** Opening Data to examine block **

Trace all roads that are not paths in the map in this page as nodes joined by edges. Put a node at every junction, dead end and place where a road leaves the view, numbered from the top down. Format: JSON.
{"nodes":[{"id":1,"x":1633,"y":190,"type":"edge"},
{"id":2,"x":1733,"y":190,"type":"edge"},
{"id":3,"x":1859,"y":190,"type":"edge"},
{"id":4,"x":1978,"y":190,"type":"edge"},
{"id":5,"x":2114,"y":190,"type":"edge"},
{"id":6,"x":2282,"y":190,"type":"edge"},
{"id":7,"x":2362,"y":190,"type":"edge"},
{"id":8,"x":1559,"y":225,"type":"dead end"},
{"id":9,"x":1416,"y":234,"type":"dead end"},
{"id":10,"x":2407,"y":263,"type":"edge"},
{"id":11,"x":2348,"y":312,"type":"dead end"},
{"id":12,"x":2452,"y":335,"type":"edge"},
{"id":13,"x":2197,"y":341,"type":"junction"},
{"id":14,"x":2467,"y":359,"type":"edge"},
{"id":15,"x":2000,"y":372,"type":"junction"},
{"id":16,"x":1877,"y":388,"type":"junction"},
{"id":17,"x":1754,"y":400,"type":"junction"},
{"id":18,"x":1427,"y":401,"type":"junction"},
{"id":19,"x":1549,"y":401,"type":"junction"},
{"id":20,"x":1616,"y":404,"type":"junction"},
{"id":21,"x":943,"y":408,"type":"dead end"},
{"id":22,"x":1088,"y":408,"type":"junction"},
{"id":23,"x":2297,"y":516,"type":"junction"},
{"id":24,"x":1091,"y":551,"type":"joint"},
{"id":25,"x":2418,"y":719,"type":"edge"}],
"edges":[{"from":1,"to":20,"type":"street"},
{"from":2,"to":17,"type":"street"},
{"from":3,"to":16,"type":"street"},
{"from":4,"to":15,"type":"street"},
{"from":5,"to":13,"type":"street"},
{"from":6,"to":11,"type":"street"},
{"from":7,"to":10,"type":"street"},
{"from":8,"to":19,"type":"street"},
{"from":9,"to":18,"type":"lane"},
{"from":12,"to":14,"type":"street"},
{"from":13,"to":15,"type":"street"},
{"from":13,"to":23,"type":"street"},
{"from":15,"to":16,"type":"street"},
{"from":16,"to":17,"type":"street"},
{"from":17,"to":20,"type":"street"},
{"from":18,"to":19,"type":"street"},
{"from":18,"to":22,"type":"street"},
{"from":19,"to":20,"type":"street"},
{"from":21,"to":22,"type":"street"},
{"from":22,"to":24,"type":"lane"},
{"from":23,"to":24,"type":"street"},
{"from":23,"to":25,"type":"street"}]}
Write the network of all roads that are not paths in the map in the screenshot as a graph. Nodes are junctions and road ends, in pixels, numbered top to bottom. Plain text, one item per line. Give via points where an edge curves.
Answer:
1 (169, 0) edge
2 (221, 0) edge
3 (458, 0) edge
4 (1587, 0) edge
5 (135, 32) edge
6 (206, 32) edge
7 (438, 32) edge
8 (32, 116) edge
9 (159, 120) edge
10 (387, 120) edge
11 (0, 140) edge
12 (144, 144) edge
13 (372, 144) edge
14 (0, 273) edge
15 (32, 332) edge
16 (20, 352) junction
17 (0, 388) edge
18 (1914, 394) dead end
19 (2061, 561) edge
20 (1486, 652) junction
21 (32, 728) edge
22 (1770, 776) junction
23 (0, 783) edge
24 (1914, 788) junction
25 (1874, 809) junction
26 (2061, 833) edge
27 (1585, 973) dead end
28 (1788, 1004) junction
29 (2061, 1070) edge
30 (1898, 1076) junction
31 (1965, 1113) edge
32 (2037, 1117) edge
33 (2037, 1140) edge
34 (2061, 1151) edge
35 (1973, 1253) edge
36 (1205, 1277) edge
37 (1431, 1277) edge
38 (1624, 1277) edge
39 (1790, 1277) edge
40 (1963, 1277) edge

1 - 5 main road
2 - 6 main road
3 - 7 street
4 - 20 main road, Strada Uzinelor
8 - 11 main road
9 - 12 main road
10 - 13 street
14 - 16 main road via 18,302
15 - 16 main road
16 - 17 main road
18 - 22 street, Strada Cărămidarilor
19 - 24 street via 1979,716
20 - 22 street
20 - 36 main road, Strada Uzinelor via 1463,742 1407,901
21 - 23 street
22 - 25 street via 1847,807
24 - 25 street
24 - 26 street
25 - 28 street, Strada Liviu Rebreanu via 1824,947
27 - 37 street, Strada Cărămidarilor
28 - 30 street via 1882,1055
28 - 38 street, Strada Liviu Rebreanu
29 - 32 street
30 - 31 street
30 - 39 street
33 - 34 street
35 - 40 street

** Closing Data to examine block **

= What the task asks =
Copy out the full listing above. Keep every word as it is.

= Response to this task =
Trace all roads that are not paths in the map in this page as nodes joined by edges. Put a node at every junction, dead end and place where a road leaves the view, numbered from the top down. Format: JSON.
{"nodes":[{"id":1,"x":1633,"y":190,"type":"edge"},
{"id":2,"x":1733,"y":190,"type":"edge"},
{"id":3,"x":1859,"y":190,"type":"edge"},
{"id":4,"x":1978,"y":190,"type":"edge"},
{"id":5,"x":2114,"y":190,"type":"edge"},
{"id":6,"x":2282,"y":190,"type":"edge"},
{"id":7,"x":2362,"y":190,"type":"edge"},
{"id":8,"x":1559,"y":225,"type":"dead end"},
{"id":9,"x":1416,"y":234,"type":"dead end"},
{"id":10,"x":2407,"y":263,"type":"edge"},
{"id":11,"x":2348,"y":312,"type":"dead end"},
{"id":12,"x":2452,"y":335,"type":"edge"},
{"id":13,"x":2197,"y":341,"type":"junction"},
{"id":14,"x":2467,"y":359,"type":"edge"},
{"id":15,"x":2000,"y":372,"type":"junction"},
{"id":16,"x":1877,"y":388,"type":"junction"},
{"id":17,"x":1754,"y":400,"type":"junction"},
{"id":18,"x":1427,"y":401,"type":"junction"},
{"id":19,"x":1549,"y":401,"type":"junction"},
{"id":20,"x":1616,"y":404,"type":"junction"},
{"id":21,"x":943,"y":408,"type":"dead end"},
{"id":22,"x":1088,"y":408,"type":"junction"},
{"id":23,"x":2297,"y":516,"type":"junction"},
{"id":24,"x":1091,"y":551,"type":"joint"},
{"id":25,"x":2418,"y":719,"type":"edge"}],
"edges":[{"from":1,"to":20,"type":"street"},
{"from":2,"to":17,"type":"street"},
{"from":3,"to":16,"type":"street"},
{"from":4,"to":15,"type":"street"},
{"from":5,"to":13,"type":"street"},
{"from":6,"to":11,"type":"street"},
{"from":7,"to":10,"type":"street"},
{"from":8,"to":19,"type":"street"},
{"from":9,"to":18,"type":"lane"},
{"from":12,"to":14,"type":"street"},
{"from":13,"to":15,"type":"street"},
{"from":13,"to":23,"type":"street"},
{"from":15,"to":16,"type":"street"},
{"from":16,"to":17,"type":"street"},
{"from":17,"to":20,"type":"street"},
{"from":18,"to":19,"type":"street"},
{"from":18,"to":22,"type":"street"},
{"from":19,"to":20,"type":"street"},
{"from":21,"to":22,"type":"street"},
{"from":22,"to":24,"type":"lane"},
{"from":23,"to":24,"type":"street"},
{"from":23,"to":25,"type":"street"}]}
Write the network of all roads that are not paths in the map in the screenshot as a graph. Nodes are junctions and road ends, in pixels, numbered top to bottom. Plain text, one item per line. Give via points where an edge curves.
Answer:
1 (169, 0) edge
2 (221, 0) edge
3 (458, 0) edge
4 (1587, 0) edge
5 (135, 32) edge
6 (206, 32) edge
7 (438, 32) edge
8 (32, 116) edge
9 (159, 120) edge
10 (387, 120) edge
11 (0, 140) edge
12 (144, 144) edge
13 (372, 144) edge
14 (0, 273) edge
15 (32, 332) edge
16 (20, 352) junction
17 (0, 388) edge
18 (1914, 394) dead end
19 (2061, 561) edge
20 (1486, 652) junction
21 (32, 728) edge
22 (1770, 776) junction
23 (0, 783) edge
24 (1914, 788) junction
25 (1874, 809) junction
26 (2061, 833) edge
27 (1585, 973) dead end
28 (1788, 1004) junction
29 (2061, 1070) edge
30 (1898, 1076) junction
31 (1965, 1113) edge
32 (2037, 1117) edge
33 (2037, 1140) edge
34 (2061, 1151) edge
35 (1973, 1253) edge
36 (1205, 1277) edge
37 (1431, 1277) edge
38 (1624, 1277) edge
39 (1790, 1277) edge
40 (1963, 1277) edge

1 - 5 main road
2 - 6 main road
3 - 7 street
4 - 20 main road, Strada Uzinelor
8 - 11 main road
9 - 12 main road
10 - 13 street
14 - 16 main road via 18,302
15 - 16 main road
16 - 17 main road
18 - 22 street, Strada Cărămidarilor
19 - 24 street via 1979,716
20 - 22 street
20 - 36 main road, Strada Uzinelor via 1463,742 1407,901
21 - 23 street
22 - 25 street via 1847,807
24 - 25 street
24 - 26 street
25 - 28 street, Strada Liviu Rebreanu via 1824,947
27 - 37 street, Strada Cărămidarilor
28 - 30 street via 1882,1055
28 - 38 street, Strada Liviu Rebreanu
29 - 32 street
30 - 31 street
30 - 39 street
33 - 34 street
35 - 40 street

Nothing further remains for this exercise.